Figure 5: PowerBuilder runtime assembly with 32 bit dependency

Here's a list of functionality with 32-bit dependencies that will perform properly when invoked in x86 mode but will throw an exception when invoked in a 64-bit context:

  1. All non-ADO.NET database drivers (You can only connect to a DB using a 64 bit compatible ADO.NET driver). Figure 6 shows one such ADO.NET compatible DB provider
  2. OLE functionality. Most ActiveX controls are 32 bit
  3. MailSession functionality (PowerScript MAPI functionality)
  4. String functions ending in "A" such as FillA and LeftA (These functions are only used in DBCS environments. "A" functions temporarily convert a string from Unicode to DBCS based on the current locale then return the number of bytes NOT the number of characters. You should be invoking the Non-"A" functions such as Left and Right which tell you the number of characters, not the number of bytes.)
  5. Reading PSR files
  6. <>SaveAs( Excel8! )
  7. MobiLink Synchronization

Figure 6: ADO.NET 64 bit compatible DB provider

If your code has or depends on any of the above mentioned functionality, what you must do to run it on a 64-bit platform depends on the Target type. If the code is in a WPF application, choose the 32-bit Platform Target option when building the EXE. Windows will run the app and load all its assemblies in WoW64 mode. If it's in a WCF Web Service, configure the hosting IIS or application pool to "Enable 32-bit application." IIS or the application pool will run in WOW64 mode.

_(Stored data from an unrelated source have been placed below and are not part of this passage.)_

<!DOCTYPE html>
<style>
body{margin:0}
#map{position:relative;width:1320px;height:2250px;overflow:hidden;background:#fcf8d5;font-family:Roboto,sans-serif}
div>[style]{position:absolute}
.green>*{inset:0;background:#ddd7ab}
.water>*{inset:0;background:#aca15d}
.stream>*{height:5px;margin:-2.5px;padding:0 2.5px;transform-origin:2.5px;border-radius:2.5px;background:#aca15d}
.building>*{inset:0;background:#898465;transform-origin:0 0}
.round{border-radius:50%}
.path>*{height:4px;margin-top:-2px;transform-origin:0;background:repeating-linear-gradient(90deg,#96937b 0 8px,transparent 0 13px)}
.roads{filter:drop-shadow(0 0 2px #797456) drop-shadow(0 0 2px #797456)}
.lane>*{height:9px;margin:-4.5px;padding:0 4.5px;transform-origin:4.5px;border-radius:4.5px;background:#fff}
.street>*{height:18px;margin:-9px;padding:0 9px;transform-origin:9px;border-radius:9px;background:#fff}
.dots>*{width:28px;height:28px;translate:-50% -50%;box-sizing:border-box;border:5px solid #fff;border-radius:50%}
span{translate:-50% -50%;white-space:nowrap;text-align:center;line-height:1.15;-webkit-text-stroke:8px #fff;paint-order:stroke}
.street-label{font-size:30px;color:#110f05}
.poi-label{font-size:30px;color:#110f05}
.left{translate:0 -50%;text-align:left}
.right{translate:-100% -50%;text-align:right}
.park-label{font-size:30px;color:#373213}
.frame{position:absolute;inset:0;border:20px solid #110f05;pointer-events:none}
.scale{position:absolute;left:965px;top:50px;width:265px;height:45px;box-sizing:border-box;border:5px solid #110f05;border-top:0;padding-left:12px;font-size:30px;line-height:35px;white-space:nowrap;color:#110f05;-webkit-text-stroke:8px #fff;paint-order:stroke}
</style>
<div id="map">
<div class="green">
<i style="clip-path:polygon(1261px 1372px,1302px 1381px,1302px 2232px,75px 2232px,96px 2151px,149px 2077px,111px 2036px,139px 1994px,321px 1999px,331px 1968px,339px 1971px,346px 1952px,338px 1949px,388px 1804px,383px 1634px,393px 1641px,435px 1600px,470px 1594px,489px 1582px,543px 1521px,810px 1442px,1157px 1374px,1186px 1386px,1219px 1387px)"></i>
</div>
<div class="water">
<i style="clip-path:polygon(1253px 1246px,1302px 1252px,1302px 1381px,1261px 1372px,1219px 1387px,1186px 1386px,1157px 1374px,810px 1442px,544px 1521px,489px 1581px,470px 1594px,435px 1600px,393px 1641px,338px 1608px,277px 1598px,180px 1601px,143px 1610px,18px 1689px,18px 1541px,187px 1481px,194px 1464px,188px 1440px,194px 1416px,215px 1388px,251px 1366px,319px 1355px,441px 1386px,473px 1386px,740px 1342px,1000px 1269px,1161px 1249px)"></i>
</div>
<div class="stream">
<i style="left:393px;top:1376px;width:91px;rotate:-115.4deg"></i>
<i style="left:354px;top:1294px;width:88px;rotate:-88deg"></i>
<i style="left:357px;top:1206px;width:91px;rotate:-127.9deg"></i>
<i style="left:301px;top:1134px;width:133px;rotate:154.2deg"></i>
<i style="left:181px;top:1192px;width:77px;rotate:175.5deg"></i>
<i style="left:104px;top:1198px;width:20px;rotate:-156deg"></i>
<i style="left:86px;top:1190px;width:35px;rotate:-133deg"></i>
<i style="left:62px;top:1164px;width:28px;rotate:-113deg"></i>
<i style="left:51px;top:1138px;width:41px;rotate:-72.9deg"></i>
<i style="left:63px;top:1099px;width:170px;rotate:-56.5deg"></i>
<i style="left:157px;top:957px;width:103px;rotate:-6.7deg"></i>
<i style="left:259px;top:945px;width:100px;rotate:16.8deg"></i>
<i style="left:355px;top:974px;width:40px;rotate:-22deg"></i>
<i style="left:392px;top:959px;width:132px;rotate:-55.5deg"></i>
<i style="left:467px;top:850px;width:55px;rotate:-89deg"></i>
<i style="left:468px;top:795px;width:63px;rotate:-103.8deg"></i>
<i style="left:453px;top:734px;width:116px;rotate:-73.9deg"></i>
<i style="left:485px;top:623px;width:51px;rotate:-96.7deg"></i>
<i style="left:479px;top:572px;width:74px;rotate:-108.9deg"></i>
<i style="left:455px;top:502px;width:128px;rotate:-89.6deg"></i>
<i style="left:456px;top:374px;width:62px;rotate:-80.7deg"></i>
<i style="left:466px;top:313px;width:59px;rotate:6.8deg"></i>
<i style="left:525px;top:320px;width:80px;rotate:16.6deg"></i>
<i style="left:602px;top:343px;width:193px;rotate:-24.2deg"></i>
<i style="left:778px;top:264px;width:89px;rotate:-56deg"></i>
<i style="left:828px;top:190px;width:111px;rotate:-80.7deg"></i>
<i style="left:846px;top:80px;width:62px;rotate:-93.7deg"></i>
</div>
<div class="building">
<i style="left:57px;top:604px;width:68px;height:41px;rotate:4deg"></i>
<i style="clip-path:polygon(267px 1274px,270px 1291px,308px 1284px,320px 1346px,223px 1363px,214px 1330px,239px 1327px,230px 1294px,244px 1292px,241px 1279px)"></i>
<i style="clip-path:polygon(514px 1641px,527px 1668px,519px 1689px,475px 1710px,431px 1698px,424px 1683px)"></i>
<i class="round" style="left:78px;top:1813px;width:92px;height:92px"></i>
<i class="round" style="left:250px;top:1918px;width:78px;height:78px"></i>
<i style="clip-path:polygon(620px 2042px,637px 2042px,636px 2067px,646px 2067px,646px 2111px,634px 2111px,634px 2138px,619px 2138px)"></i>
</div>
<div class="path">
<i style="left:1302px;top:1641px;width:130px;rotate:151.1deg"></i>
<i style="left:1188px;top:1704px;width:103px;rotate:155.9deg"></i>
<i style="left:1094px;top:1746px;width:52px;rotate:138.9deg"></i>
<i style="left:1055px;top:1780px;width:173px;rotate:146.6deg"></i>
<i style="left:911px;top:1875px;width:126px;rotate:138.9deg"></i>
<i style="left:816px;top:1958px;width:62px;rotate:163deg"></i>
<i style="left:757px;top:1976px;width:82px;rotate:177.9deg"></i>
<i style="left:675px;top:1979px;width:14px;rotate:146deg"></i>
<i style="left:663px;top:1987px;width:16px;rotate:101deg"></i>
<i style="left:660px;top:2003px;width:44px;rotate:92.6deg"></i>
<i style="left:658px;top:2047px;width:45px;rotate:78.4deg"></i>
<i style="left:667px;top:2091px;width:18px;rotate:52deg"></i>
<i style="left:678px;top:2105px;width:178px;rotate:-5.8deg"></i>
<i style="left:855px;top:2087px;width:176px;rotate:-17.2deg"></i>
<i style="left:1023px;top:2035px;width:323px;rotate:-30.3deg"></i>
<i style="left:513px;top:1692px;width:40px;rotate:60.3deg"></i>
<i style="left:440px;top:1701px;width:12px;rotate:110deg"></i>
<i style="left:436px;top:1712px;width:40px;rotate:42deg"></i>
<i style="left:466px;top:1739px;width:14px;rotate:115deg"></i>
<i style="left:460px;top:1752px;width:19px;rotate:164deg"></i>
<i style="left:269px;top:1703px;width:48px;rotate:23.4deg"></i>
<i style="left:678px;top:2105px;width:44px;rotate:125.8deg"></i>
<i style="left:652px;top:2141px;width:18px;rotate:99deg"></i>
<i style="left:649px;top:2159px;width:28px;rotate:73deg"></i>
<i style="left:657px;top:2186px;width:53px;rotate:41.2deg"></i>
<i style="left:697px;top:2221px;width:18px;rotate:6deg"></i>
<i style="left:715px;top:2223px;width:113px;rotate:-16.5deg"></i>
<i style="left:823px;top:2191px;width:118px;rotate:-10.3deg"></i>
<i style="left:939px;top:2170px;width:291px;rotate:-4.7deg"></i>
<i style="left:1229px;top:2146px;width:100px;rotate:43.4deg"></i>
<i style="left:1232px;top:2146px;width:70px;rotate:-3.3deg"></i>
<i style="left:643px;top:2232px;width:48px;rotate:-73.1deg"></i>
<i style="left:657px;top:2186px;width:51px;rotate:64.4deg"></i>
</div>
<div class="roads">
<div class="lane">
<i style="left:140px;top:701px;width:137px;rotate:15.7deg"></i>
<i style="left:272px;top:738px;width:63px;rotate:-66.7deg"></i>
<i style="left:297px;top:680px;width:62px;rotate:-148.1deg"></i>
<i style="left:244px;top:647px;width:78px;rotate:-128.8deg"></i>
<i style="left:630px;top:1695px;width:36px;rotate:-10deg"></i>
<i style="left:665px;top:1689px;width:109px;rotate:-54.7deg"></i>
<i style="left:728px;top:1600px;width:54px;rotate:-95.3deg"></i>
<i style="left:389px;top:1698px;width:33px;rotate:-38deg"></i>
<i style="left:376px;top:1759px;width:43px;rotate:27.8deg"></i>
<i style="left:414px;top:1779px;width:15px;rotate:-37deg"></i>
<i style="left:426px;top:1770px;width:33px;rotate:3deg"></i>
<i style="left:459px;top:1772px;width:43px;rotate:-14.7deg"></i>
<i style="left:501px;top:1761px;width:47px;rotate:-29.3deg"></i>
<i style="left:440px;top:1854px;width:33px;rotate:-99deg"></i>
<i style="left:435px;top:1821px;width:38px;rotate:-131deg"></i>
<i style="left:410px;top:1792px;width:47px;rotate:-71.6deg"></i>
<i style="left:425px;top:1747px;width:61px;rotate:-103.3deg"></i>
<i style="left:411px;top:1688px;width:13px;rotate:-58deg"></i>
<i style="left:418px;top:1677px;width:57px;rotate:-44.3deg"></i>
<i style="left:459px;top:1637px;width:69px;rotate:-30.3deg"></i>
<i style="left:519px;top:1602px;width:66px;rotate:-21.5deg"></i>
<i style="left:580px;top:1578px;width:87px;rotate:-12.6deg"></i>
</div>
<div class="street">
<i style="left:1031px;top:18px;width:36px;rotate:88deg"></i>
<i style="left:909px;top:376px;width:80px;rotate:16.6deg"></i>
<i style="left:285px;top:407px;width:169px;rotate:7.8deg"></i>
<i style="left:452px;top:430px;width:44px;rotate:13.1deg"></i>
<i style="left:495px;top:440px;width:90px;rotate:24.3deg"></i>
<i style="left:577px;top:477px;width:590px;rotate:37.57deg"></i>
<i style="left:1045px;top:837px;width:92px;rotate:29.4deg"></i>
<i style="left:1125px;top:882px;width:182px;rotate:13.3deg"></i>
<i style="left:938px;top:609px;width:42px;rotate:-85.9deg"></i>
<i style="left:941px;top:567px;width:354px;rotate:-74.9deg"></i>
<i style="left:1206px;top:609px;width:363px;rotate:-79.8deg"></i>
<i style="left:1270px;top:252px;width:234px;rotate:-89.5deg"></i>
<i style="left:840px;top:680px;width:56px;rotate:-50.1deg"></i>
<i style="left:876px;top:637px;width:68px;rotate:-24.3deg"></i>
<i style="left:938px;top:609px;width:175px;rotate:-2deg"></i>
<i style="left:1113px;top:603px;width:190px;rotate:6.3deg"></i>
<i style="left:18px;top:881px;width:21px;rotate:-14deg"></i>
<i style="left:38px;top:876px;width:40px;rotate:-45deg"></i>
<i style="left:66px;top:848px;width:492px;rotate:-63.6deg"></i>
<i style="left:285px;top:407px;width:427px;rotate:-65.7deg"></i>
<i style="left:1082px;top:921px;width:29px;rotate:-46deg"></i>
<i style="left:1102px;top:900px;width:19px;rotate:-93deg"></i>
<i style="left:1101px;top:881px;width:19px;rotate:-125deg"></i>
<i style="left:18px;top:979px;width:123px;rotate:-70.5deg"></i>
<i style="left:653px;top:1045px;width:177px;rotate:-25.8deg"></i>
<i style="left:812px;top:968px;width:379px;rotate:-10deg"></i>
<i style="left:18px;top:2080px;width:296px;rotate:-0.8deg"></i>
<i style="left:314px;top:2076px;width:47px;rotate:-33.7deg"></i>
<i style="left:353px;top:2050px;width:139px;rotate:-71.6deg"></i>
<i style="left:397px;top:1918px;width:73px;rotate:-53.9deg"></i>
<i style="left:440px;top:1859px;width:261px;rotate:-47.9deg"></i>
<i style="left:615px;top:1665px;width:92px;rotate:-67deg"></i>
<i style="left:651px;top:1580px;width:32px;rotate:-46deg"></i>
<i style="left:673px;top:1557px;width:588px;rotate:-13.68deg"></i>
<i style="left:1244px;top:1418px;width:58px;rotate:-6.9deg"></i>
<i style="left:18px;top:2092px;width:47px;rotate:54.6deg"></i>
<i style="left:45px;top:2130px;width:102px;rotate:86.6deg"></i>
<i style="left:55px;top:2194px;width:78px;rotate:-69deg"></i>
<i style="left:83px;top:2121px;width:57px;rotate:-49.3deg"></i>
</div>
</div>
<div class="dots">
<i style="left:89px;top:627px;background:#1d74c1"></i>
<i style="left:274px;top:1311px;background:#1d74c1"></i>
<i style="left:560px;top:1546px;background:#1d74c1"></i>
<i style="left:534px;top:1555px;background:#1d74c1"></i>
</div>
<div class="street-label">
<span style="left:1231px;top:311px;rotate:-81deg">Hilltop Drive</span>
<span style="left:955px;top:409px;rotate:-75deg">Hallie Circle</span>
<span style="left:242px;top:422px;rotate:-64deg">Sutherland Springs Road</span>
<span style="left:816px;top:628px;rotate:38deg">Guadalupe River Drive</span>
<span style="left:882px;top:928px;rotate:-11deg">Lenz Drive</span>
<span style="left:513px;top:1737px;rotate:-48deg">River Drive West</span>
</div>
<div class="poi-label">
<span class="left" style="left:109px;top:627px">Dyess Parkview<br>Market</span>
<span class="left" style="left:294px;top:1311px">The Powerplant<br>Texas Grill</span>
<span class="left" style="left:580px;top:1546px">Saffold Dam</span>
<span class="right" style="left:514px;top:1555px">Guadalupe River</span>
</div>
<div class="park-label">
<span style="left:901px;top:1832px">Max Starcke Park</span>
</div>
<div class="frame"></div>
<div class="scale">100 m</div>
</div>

Other Caveats, Tips and Workarounds
The PowerBuilder.NET IDE will continue to require a 32-bit OS. It will run on WoW64. Consequently you will not be able to Debug code running pure 64-bit. You will continue to be able to debug code running under WoW64.

It would be useful to have a code analysis or migration tool that would scan a Target and warn about potentially problematic code. Unfortunately, the PowerBuilder toolset does not supply such a tool. Currently you have to manually search your code for potential issues.

If you want your code to be dual platform compatible, .NET 4.0 provides a property you can test to determine if an app is running on a 64-bit platform. Figure 7 shows the property.

Figure 7: 64-bit test property

As you can see in Figure 8, the PFC platform service relies on 32-bit external libraries. In this particular case, Microsoft used the used the "32" suffix for its 64-bit DLLs to minimize migration impact, so no change is necessary. However, when migrating applications that rely on custom 32-bit external functions, you will need to recompile those functions to be compatible with a 64-bit platform.

Figure 8: PFC Local External Functions

Engineering has done a yeoman's job of delivering an almost feature complete 64-bit compatible compiler and runtime platform. However, it looks like we'll have to wait until version 15 for any pure database driver compatible 64-bit compatibility. At that point I expect the 64-bit deployment floodgates to open wide.